Provider: Denbigh High School
Level of follow-up: Special measures
Removed: June 2023
Denbigh High School was inspected in November 2016. Because of shortcomings in leadership and teaching, pupils were not making enough progress, and the school required significant improvement. A monitoring visit 18 months later indicated that the school had not made sufficient improvement and it was placed in special measures.
Despite having a suitable post-inspection action plan and introducing a range of strategies designed to secure improvement, by the time of Estyn’s seventh monitoring visit in May 2022, the school had not made sufficient progress to be removed from follow-up. One of the factors restricting the school’s improvement was the fact that it had experienced several years of instability at senior leadership level.
When the current headteacher was appointed in September 2022, he prioritised establishing a culture of trust and collaboration. One of the most important aspects of his vision was that staff should work together on improvement strategies that were focused on pupil outcomes, rather than meeting any perceived requirements of Estyn monitoring teams. He recognised that inspectors are not looking for any specific type of strategy or approach, but instead are only interested in the impact that the school’s work has on pupils’ progress and well-being.

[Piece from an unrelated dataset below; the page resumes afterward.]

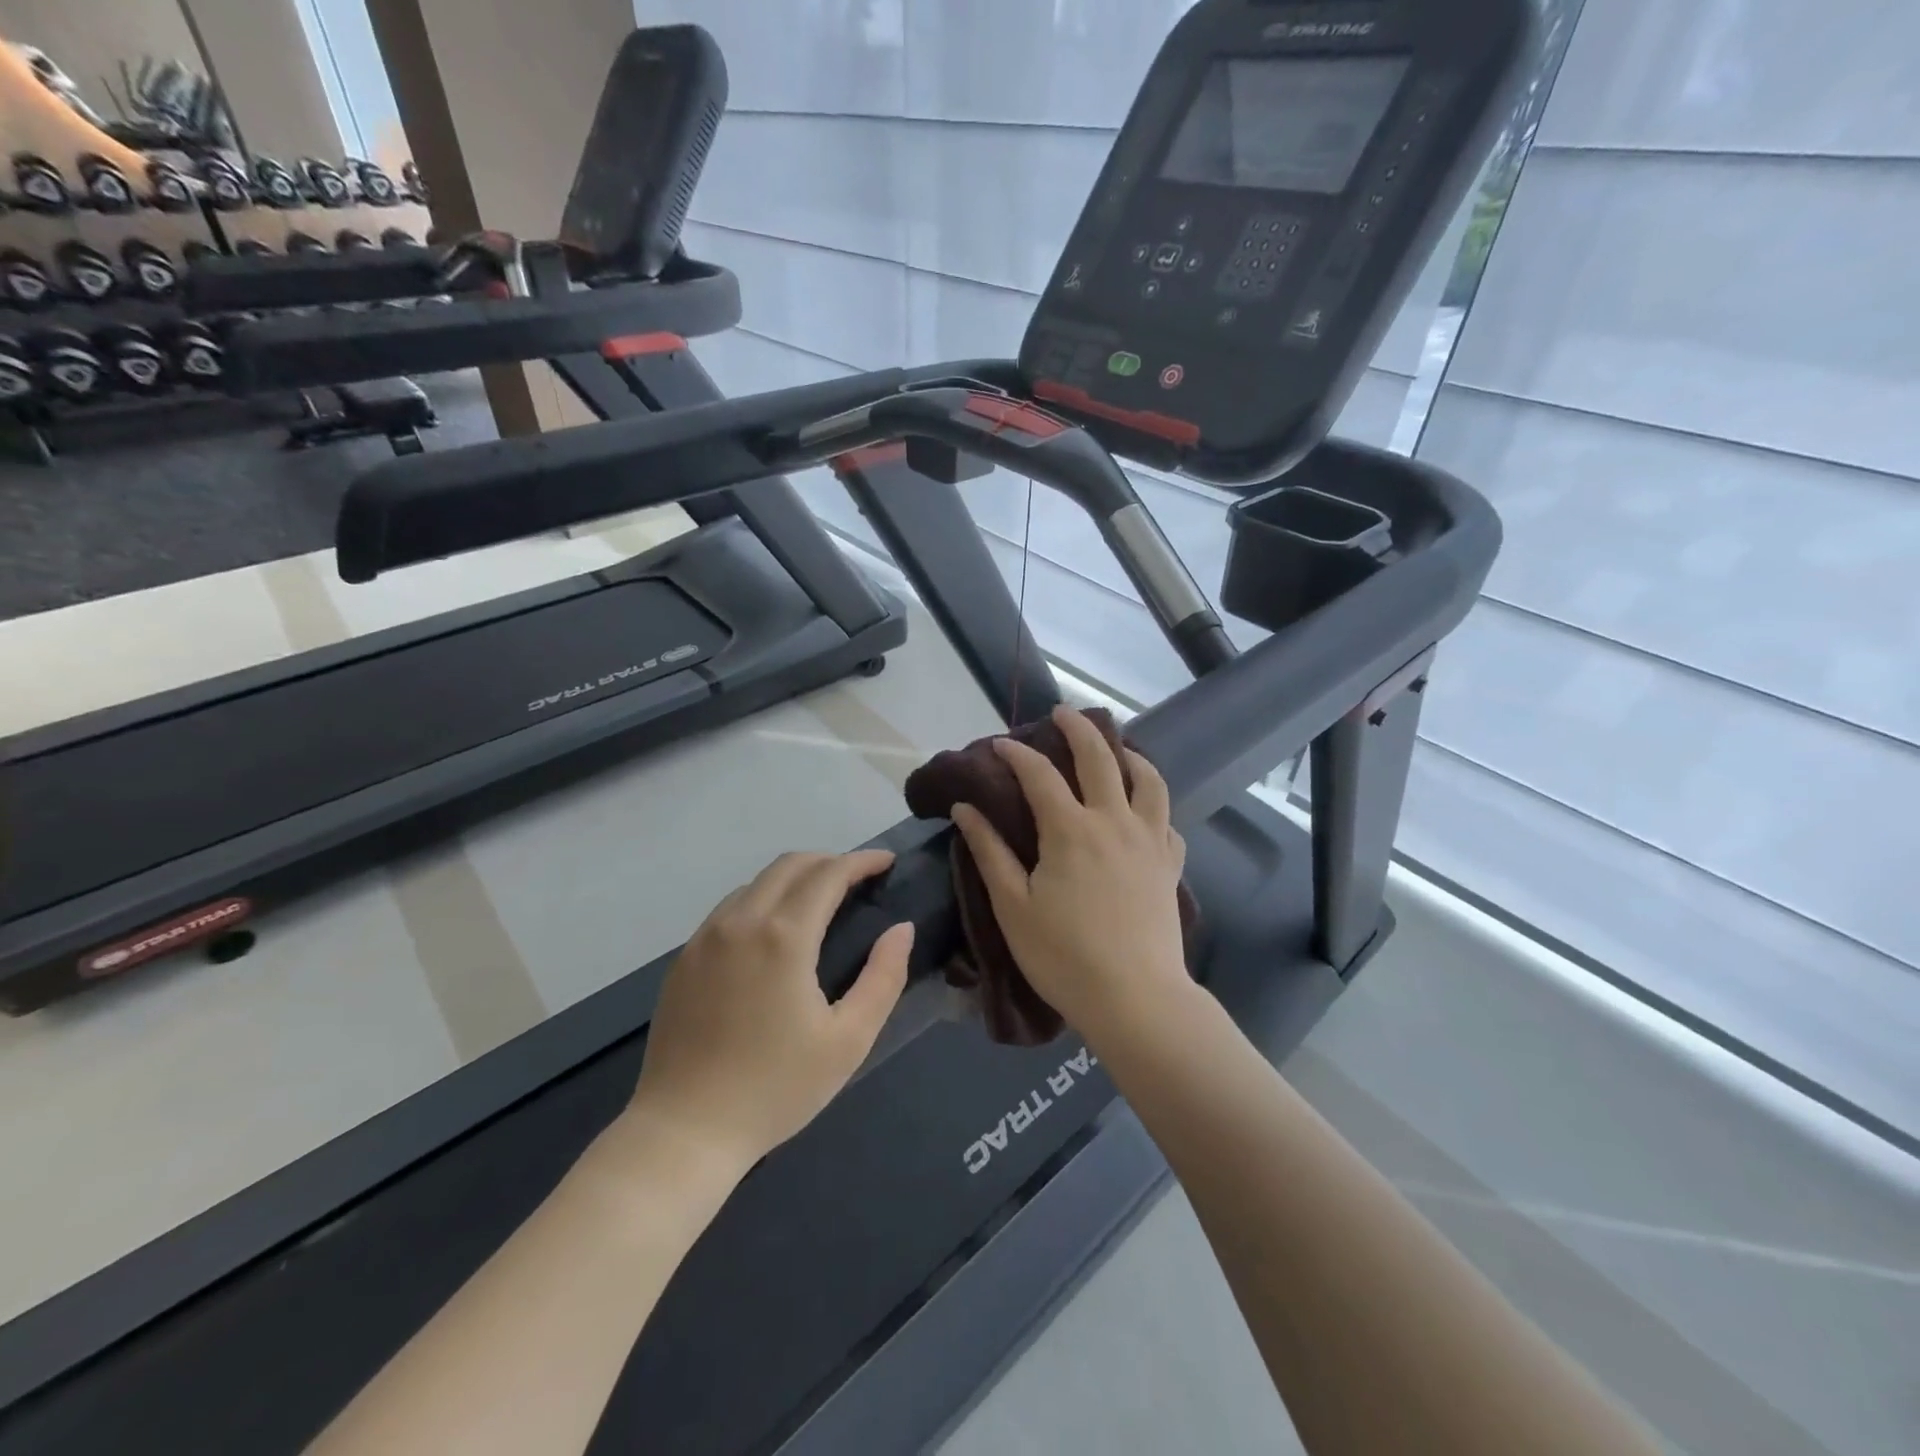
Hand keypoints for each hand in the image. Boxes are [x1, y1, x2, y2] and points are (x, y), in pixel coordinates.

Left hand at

One of the key features of his approach was the introduction of the ‘Quality Enhancement’ process. This approach to self-evaluation and improvement planning used joint working between senior leaders, middle leaders and other staff – for example with book scrutiny and lesson observations – as its starting point. This helped teachers and leaders at all levels to come to a shared understanding of the specific strengths and areas for development of each subject area and individual teacher. Not only did this enable leaders to plan for improvement more precisely, the focus on ‘learning conversations’ rather than ‘top-down’ accountability helped to strengthen the developing culture of trust and collaboration.
Senior leadership roles were refined and realigned in order to match the school’s improvement priorities more closely and also to make best use of individual leaders’ skills and experience. Pastoral leadership was reorganised to help these leaders take a more coordinated and collaborative approach to supporting and improving pupil well-being. To address the recommendation regarding provision for the development of pupils’ skills, leaders began to take a more strategic and focused approach. This meant that individual subject areas concentrated on specific, designated skills areas, for example developing pupils’ ability to summarise information from a range of texts. This helped to increase the impact of this aspect of the school’s work.
These strengthened approaches increased the pace of improvement. In the monitoring visits that took place in 2022-2023, inspectors noted that teaching was increasingly challenging and engaging and was helping pupils to make better progress. As a result, the school was removed from special measures in June 2023.